In den ersten vier Monaten traten in der Dabigatran-Kohorte nicht signifikant mehr Schlaganfälle auf als in der Rivaroxaban-Kohorte: 9,7 vs. 7,7 (Angaben jeweils pro 1.000 Patientenjahre; adjustierte HR: 0,8; CI: 0,65-1,01). Bei den Blutungen zeigte sich dagegen ein statistisch signifikanter Nachteil für Rivaroxaban: intrakranielle Blutungen 3,7 vs. 5,8 (adj. HR: 1,65; CI: 1,20-2,26), extrakranielle Major-Blutung 26,6 vs. 39,4 (adj. HR: 1,48; CI: 1,32-1,67), und gastrointestinale Major-Blutung 23,3 vs. 32,5 (adj. HR: 1,40; CI: 1,23-1,59). Hinsichtlich Tod war der Nachteil von Rivaroxaban nicht signifikant: 22,2 vs. 24,7 (adj. HR: 1,15; CI: 1,0-1,32).

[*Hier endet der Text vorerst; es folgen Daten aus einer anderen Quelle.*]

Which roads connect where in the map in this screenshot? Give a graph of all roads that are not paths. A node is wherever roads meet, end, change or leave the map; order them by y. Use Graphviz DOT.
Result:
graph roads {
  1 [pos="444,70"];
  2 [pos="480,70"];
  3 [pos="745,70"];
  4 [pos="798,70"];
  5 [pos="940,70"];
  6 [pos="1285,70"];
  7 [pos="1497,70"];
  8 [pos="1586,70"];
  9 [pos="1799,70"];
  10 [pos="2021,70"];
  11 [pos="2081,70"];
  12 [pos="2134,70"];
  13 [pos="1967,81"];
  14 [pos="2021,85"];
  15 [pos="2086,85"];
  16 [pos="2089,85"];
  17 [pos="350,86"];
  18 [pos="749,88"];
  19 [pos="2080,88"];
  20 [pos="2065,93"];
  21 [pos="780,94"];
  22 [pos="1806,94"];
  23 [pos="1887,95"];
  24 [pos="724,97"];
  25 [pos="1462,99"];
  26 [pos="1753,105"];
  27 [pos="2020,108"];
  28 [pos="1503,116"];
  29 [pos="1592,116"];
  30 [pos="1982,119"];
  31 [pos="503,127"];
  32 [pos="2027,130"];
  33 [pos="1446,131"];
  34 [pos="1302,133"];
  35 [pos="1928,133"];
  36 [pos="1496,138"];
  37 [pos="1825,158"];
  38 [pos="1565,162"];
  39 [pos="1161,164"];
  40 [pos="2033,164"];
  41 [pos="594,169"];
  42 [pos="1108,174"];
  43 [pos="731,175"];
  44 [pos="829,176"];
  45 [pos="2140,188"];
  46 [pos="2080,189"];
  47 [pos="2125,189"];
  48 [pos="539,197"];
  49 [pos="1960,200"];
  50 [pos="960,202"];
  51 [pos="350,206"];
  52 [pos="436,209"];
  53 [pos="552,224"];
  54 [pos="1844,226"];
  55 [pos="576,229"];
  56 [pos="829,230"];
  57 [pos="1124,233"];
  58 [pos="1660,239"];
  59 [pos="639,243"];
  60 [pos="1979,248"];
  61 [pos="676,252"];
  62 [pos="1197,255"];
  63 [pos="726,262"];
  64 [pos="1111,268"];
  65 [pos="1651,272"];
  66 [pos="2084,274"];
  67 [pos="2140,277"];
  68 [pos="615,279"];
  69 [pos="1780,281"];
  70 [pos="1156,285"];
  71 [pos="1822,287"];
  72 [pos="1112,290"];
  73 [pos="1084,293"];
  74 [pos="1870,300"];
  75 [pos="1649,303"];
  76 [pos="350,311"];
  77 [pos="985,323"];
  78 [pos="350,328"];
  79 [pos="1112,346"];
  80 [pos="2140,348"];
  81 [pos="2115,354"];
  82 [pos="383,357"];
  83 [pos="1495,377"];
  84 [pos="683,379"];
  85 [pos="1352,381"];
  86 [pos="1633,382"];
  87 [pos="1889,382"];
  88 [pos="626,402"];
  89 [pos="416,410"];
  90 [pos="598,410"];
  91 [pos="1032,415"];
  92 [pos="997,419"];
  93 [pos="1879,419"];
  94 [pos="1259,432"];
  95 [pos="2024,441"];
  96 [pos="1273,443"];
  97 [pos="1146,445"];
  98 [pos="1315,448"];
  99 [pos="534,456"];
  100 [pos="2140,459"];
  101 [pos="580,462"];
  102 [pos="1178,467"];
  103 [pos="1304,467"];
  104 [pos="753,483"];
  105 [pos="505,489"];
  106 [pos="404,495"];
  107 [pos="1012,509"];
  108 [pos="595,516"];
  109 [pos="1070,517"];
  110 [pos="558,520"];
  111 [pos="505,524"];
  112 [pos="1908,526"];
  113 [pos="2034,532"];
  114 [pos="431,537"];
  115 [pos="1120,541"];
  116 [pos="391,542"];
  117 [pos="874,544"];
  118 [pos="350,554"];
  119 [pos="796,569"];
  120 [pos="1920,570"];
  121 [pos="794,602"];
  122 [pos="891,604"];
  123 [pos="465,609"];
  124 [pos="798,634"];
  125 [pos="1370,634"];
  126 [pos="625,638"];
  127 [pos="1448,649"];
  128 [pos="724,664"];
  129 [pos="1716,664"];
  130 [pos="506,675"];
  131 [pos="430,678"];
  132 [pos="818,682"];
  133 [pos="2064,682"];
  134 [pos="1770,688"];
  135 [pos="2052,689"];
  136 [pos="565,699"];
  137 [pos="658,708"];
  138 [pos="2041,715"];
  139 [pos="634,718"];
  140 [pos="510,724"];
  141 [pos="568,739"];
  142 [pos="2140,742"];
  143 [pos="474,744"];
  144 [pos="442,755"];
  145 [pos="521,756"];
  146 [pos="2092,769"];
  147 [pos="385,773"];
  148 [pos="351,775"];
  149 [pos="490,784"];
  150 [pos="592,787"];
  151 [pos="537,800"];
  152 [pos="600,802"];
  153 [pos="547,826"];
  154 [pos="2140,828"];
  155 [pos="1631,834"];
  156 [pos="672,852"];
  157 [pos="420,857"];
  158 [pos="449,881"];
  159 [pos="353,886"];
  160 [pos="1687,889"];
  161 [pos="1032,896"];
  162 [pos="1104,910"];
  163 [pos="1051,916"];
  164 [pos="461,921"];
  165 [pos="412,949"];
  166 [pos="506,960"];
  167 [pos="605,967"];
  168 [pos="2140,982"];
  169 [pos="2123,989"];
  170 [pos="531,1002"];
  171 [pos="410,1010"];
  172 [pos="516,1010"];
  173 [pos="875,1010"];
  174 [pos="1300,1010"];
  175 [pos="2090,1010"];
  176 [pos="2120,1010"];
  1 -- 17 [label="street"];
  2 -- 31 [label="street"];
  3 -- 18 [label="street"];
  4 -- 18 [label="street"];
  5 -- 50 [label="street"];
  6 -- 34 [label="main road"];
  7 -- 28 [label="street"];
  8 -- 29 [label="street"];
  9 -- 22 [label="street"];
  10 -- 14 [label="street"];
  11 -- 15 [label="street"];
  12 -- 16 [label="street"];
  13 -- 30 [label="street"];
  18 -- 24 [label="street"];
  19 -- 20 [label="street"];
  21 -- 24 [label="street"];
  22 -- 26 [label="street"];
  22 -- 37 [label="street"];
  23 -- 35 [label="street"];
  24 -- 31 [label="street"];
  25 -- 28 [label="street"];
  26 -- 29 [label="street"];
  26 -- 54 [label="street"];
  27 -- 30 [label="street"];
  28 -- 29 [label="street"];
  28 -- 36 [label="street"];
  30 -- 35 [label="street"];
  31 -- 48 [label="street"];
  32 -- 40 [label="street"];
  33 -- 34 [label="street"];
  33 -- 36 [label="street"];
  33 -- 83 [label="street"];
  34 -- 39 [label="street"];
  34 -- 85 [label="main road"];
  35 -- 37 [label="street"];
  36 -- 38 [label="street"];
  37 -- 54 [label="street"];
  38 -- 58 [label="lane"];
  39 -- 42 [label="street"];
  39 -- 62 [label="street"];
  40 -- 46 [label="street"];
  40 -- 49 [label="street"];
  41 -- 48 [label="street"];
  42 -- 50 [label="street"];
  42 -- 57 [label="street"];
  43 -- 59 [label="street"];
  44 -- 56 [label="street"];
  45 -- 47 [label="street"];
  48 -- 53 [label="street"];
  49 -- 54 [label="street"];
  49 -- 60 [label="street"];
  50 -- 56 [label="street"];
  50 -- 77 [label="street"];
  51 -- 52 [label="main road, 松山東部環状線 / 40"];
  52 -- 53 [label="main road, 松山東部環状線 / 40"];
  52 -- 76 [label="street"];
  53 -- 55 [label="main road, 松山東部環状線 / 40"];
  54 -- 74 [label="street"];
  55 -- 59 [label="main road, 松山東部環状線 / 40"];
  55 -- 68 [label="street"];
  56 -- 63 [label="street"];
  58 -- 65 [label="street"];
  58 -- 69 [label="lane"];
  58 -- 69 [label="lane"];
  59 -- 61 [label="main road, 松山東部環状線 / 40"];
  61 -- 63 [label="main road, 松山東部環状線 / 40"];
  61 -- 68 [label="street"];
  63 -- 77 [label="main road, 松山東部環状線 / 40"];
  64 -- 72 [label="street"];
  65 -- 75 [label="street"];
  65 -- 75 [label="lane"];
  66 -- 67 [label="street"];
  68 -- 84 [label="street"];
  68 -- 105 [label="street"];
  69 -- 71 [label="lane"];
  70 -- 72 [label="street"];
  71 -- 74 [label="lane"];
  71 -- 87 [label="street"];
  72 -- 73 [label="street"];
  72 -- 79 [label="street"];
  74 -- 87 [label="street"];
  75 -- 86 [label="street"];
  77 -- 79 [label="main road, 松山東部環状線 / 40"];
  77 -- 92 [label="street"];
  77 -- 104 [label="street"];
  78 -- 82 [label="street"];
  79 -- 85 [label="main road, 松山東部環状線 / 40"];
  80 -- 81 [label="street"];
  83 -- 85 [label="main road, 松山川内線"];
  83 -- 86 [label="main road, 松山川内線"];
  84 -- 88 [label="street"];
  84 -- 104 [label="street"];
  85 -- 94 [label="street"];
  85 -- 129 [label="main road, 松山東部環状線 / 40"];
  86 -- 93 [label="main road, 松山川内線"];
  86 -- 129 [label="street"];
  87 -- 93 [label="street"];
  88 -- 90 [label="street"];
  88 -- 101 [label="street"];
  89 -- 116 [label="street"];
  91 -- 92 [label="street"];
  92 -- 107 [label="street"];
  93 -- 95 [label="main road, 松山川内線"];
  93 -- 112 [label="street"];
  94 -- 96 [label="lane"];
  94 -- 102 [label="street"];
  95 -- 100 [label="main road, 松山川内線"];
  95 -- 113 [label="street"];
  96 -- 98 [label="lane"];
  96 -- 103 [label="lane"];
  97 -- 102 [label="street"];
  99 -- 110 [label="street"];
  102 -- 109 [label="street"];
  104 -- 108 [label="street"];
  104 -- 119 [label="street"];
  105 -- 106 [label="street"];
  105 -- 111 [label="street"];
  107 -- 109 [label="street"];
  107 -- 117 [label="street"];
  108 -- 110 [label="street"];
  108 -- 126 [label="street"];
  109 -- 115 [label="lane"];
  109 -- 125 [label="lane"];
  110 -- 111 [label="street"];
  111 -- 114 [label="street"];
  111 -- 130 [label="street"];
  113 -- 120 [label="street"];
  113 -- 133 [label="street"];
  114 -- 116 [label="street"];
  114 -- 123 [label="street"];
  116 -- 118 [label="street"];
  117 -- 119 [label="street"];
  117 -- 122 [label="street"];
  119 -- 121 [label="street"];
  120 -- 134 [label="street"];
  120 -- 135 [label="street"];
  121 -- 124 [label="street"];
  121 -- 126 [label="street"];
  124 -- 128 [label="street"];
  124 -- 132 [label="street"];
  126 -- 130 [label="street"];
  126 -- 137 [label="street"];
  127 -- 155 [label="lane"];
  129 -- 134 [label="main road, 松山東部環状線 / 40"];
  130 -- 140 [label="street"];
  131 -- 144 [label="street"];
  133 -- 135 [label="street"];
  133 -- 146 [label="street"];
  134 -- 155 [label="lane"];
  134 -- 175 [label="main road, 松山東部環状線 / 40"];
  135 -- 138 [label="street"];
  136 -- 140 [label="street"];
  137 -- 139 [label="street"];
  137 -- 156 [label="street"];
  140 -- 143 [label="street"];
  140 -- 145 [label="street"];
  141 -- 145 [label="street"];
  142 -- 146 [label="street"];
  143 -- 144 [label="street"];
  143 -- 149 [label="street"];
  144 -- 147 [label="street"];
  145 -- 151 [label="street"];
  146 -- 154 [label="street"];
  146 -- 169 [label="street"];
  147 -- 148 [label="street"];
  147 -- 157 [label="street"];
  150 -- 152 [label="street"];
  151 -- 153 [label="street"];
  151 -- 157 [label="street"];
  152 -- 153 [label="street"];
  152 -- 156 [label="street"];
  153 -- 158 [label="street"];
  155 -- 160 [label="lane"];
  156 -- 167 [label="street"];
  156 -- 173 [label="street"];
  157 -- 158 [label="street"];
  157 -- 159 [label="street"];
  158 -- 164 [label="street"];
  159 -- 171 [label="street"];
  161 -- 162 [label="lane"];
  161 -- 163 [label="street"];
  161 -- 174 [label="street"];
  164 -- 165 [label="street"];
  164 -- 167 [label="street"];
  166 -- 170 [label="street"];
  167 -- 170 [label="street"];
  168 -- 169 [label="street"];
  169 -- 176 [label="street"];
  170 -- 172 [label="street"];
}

In den meisten Subgruppen waren diese Unterschiede konsistent, so z.B. auch bei den Patienten, die jeweils wegen eingeschränkter Nierenfunktion eine reduzierte Dosis erhielten. Bei den gastrointestinalen Major-Blutungen scheint der Nachteil von Rivaroxaban mit zunehmendem Alter geringer zu werden und beim Endpunkt Sterblichkeit scheint er mit dem Alter und dem Schlaganfall-Grundrisiko zuzunehmen (ab 75 Jahren und einem CHADS2-Score > 2 signifikant).

Als mögliche Gründe für die vermehrten Blutungen unter Rivaroxaban werden in erster Linie pharmakokinetische Aspekte diskutiert: höhere Spitzenspiegel durch Einmalgabe und höhere Akkumulationsgefahr durch längere Halbwertszeit. Dennoch wird Rivaroxaban in den USA und in Deutschland deutlich häufiger verordnet als Dabigatran.

Die Autoren dieser Untersuchung erklären, dass sie keine Interessenkonflikte mit den Herstellern von NOAK haben. Die Durchführung und Finanzierung der Studie erfolgte als Teil des sog. „SafeRx”-Projekts, das von den Centers for Medicare & Medicaid Services (CMS) und der US Food and Drug Administration (FDA) finanziert wird.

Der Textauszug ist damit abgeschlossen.